‘Melania’: A film about nothing

Not telling all

Melania film poster
‘Melania’ doesn't answer any questions
(Image credit: Getty Images)

Amazon’s new Melania Trump documentary promised it would reveal the real woman behind the first lady’s steely exterior, said Monica Hesse in The Washington Post. But after sitting through this 104-minute exercise in superficiality, I can report “there’s nothing to see.” Melania, which follows the first lady as she prepares for Donald Trump’s second inauguration, is filled with scenes of the inscrutable ex-model trying on hats, strutting down hallways “in stilettos that never come off,” and attending meetings “about place settings and invitations.” Director Brett Ratner—exiled from Hollywood after being accused of sexual misconduct by multiple women—never unearths what Melania actually thinks about her return to the White House, or anything else. It doesn’t matter. Hiding her true personality “is, in fact, her personality.” Despite its vapidity, Melania took in $7 million in its first weekend, “the strongest opening for a documentary in a decade,” said Sam Adams in Slate. That would be impressive, if Amazon hadn’t spent an unprecedented $40 million buying the documentary and another $35 million marketing it. There’s an old Hollywood term for “a $75 million movie that opens with $7 million in box office: a flop.”

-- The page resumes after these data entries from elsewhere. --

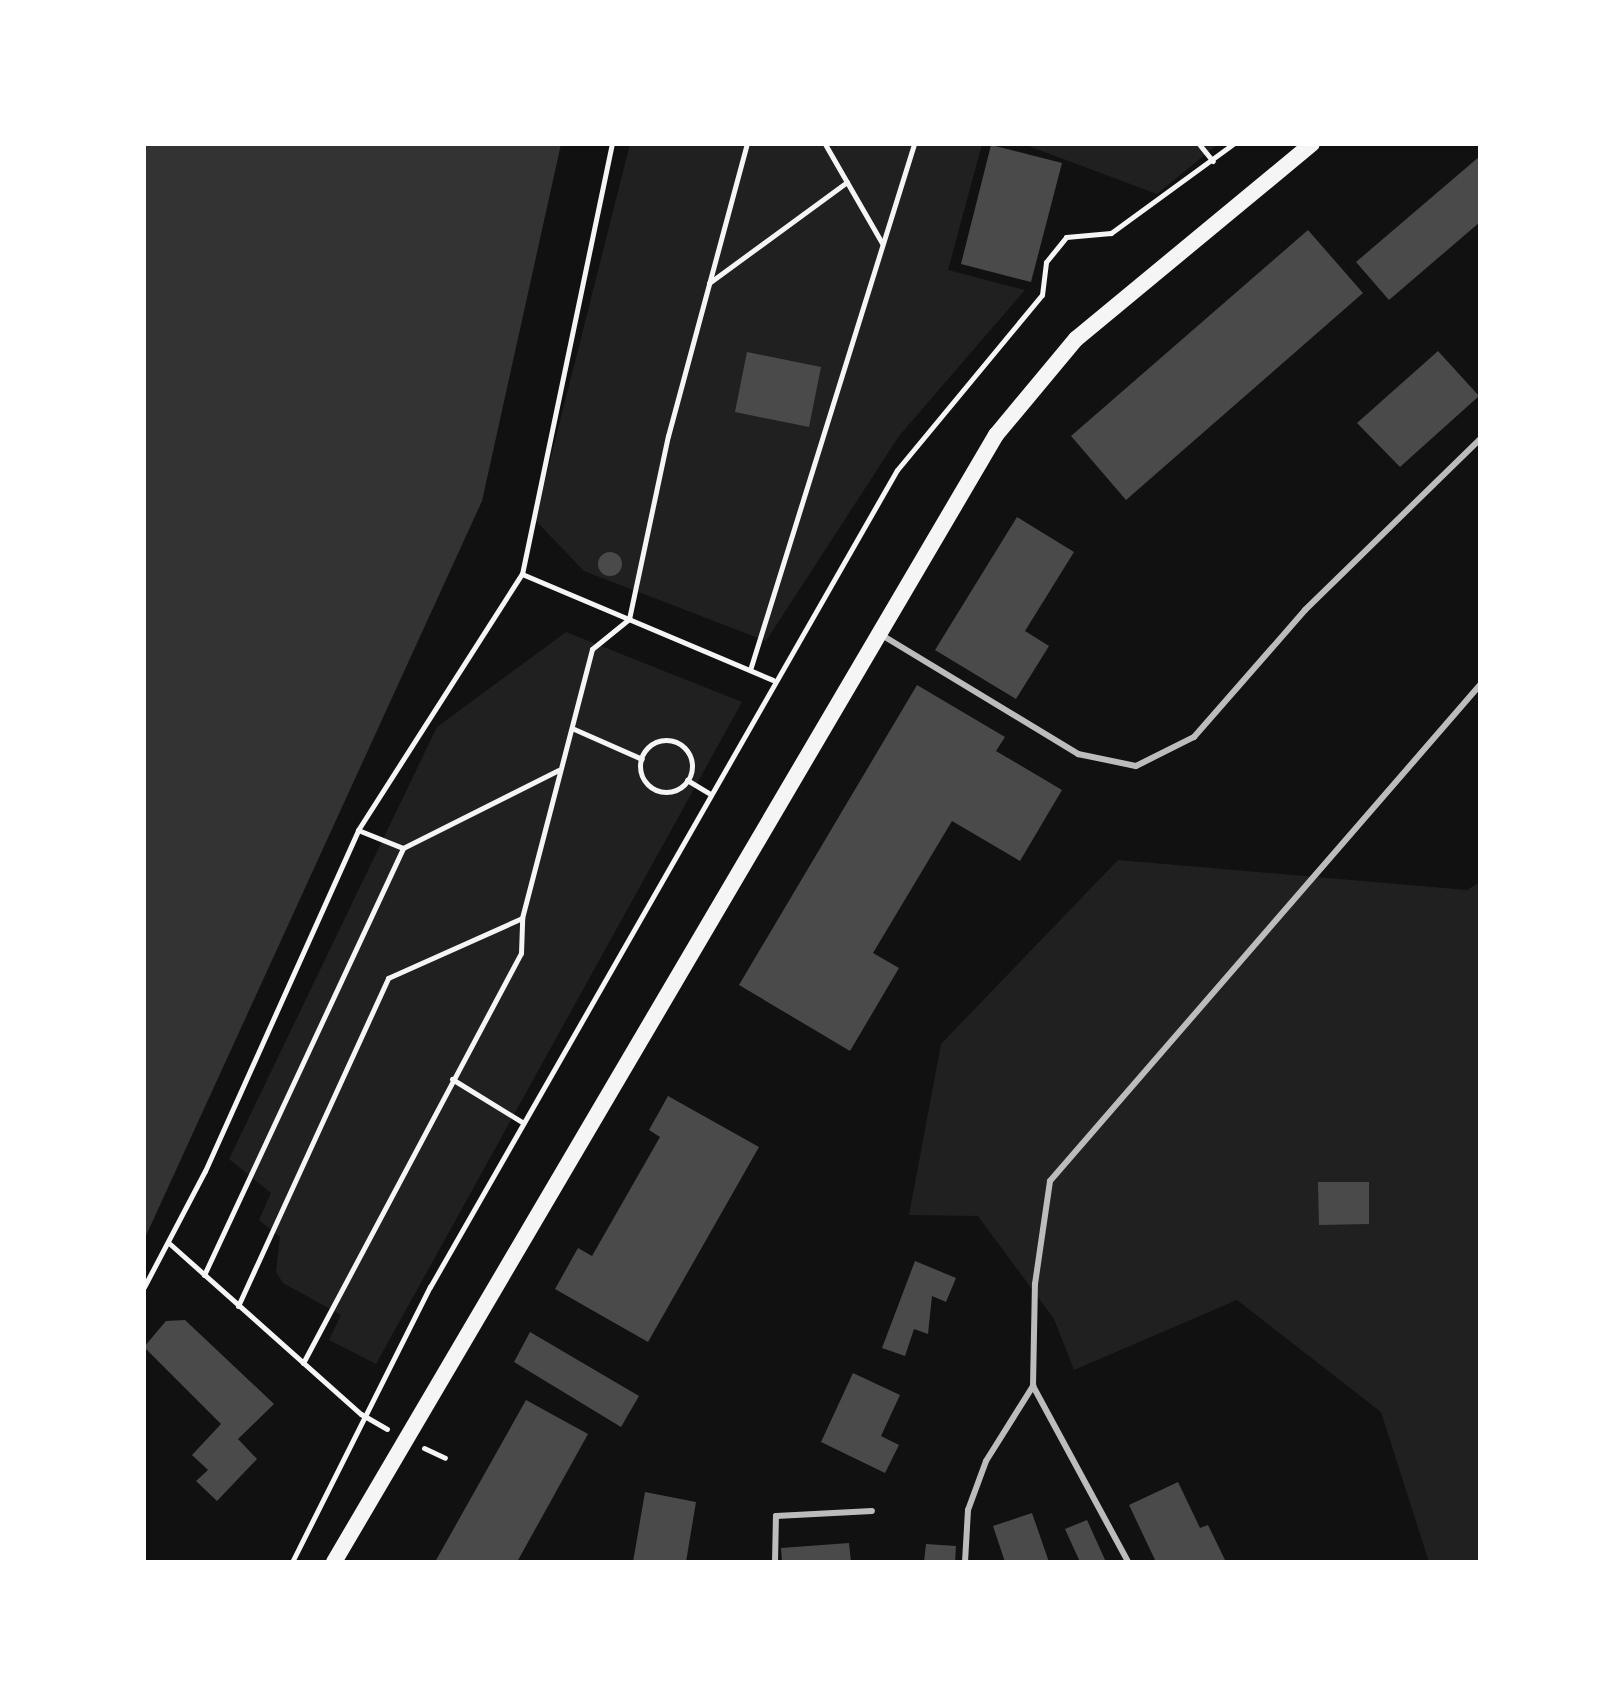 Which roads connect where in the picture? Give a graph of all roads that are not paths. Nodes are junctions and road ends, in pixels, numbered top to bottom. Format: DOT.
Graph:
graph roads {
  1 [pos="1312,144"];
  2 [pos="1480,439"];
  3 [pos="877,632"];
  4 [pos="1480,685"];
  5 [pos="1033,1386"];
  6 [pos="872,1511"];
  7 [pos="334,1562"];
  8 [pos="775,1562"];
  9 [pos="965,1562"];
  10 [pos="1128,1562"];
  1 -- 3 [label="main road"];
  2 -- 3 [label="lane"];
  3 -- 7 [label="main road"];
  4 -- 5 [label="lane"];
  5 -- 9 [label="lane"];
  5 -- 10 [label="lane"];
  6 -- 8 [label="lane"];
} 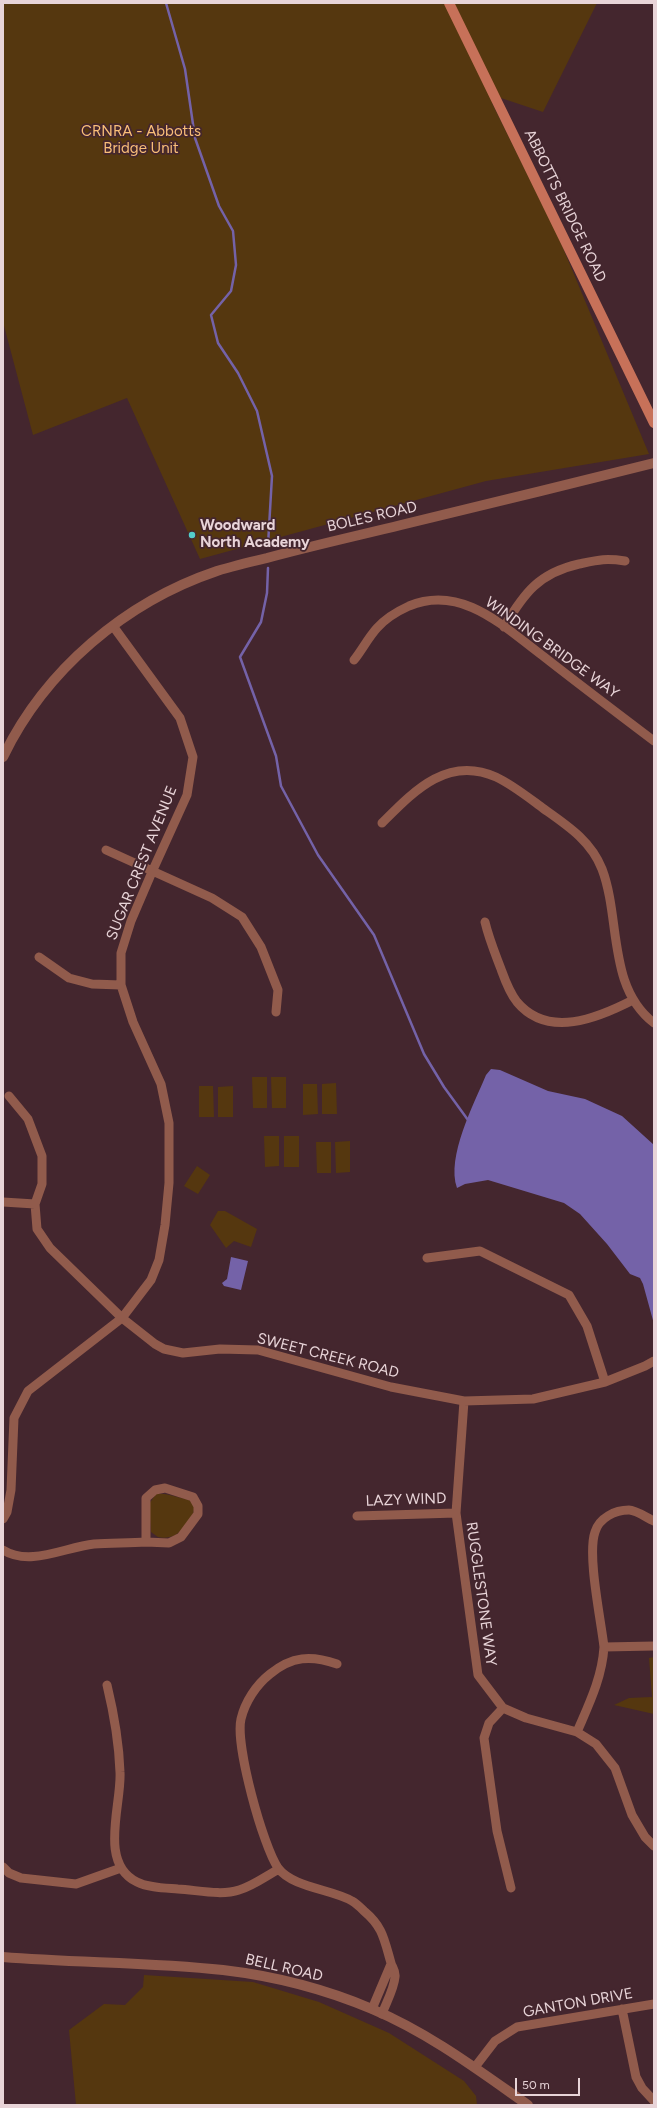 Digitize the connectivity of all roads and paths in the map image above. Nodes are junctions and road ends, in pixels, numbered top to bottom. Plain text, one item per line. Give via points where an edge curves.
1 (449, 3) edge
2 (654, 423) edge
3 (654, 463) edge
4 (625, 561) dead end
5 (113, 626) junction
6 (504, 627) junction
7 (354, 660) dead end
8 (654, 741) edge
9 (3, 757) edge
10 (382, 824) dead end
11 (106, 850) dead end
12 (152, 872) junction
13 (485, 922) dead end
14 (39, 956) dead end
15 (121, 985) junction
16 (632, 1000) junction
17 (276, 1012) dead end
18 (654, 1023) edge
19 (9, 1096) dead end
20 (3, 1202) edge
21 (35, 1204) junction
22 (427, 1258) dead end
23 (122, 1318) junction
24 (654, 1360) edge
25 (604, 1382) junction
26 (464, 1401) junction
27 (456, 1513) junction
28 (357, 1516) dead end
29 (3, 1519) edge
30 (654, 1521) edge
31 (146, 1542) junction
32 (3, 1550) edge
33 (654, 1646) edge
34 (604, 1647) junction
35 (337, 1664) dead end
36 (107, 1685) dead end
37 (503, 1708) junction
38 (577, 1732) junction
39 (654, 1846) edge
40 (3, 1867) edge
41 (120, 1868) junction
42 (279, 1869) junction
43 (511, 1888) dead end
44 (3, 1957) edge
45 (391, 1964) junction
46 (654, 2004) edge
47 (372, 2009) junction
48 (622, 2009) junction
49 (382, 2014) junction
50 (476, 2067) junction
51 (654, 2101) edge
52 (528, 2105) edge

1 - 2 main road, ABBOTTS BRIDGE ROAD
3 - 5 street, BOLES ROAD via 217,571 175,588
4 - 6 street via 605,558 560,569 541,579 517,605
5 - 9 street, BOLES ROAD via 80,652 54,680 30,710
5 - 12 street, SUGAR CREST AVENUE via 180,718 193,757 187,795
6 - 7 street, WINDING BRIDGE WAY via 475,608 456,600 419,602 398,611 377,628
6 - 8 street, WINDING BRIDGE WAY
10 - 16 street via 413,792 433,778 456,772 477,772 496,777 569,827 591,849 601,868 608,890 624,983
11 - 12 street
12 - 15 street, SUGAR CREST AVENUE via 131,921 121,953
12 - 17 street via 212,898 242,917 261,947 278,990
13 - 16 street via 509,989 517,1002 530,1014 546,1021 566,1023 587,1020
14 - 15 street via 69,978 92,984
15 - 23 street, SUGAR CREST AVENUE via 133,1022 161,1084 169,1123 170,1145 159,1260 151,1280
16 - 18 street
19 - 21 street, SWEET CREEK ROAD via 28,1118 42,1156 42,1184
20 - 21 street
21 - 23 street, SWEET CREEK ROAD via 37,1229 50,1248
22 - 25 street via 480,1251 569,1295 587,1326
23 - 26 street, SWEET CREEK ROAD via 164,1349 183,1353 220,1349 258,1350 391,1387
23 - 29 street, SUGAR CREST AVENUE via 28,1391 14,1418 11,1490
24 - 25 street, SWEET CREEK ROAD
25 - 26 street, SWEET CREEK ROAD via 533,1399
26 - 27 street, RUGGLESTONE WAY
27 - 28 street, LAZY WIND
27 - 37 street, RUGGLESTONE WAY via 478,1675
30 - 34 street via 630,1510 611,1513 595,1531 592,1548
31 - 31 street via 169,1543 181,1537 198,1514 198,1506 193,1497 165,1488 155,1490 146,1498
31 - 32 street via 92,1544 30,1557 16,1556
33 - 34 street
34 - 38 street via 597,1687
35 - 42 street via 320,1658 300,1658 278,1667 261,1681 250,1696 240,1720 249,1783 266,1844
36 - 41 street via 116,1728 120,1774 114,1824
37 - 38 street, RUGGLESTONE WAY via 526,1718
37 - 43 street via 490,1723 484,1738 497,1831
38 - 39 street, RUGGLESTONE WAY via 596,1744 615,1768 632,1815 644,1837
40 - 41 street via 21,1878 76,1884
41 - 42 street via 136,1882 151,1886 216,1892 238,1891
42 - 45 street via 299,1883 352,1901 376,1921 385,1939
44 - 47 street, BELL ROAD via 225,1970 288,1982
45 - 47 street
45 - 49 street via 395,1977
46 - 48 street, GANTON DRIVE
47 - 49 street, BELL ROAD
48 - 50 street, GANTON DRIVE via 517,2027 495,2041
48 - 51 street via 636,2077
49 - 50 street, BELL ROAD via 432,2039
50 - 52 street, BELL ROAD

Melania isn’t a documentary, said Alexandra Petri in The Atlantic, it’s “a horror movie.” This is the tale of a woman who experiences none of the things that make life worth living: “meaningful conversations, shared laughter, petting a dog, casual interactions with someone who is neither an employee nor a family member.” In their place are “Fittings! More fittings! Pomp! Private jets! Expensively attired billionaires being served—I am not making this up—golden eggs.” Melania is trapped in an invisible bubble she will never be able to escape, “and she hasn’t even noticed.” Please don’t mistake her for a victim, said Maureen Dowd in The New York Times. The “Slovenian Sphinx” is not, as some liberals have fantasized, “Rapunzel in the tower, pining to be saved from the ogre imprisoning her.” She is comfortable with her husband’s authoritarianism, and “comfortable in the frosty vertical solitude of the tower, swaddled in luxury.”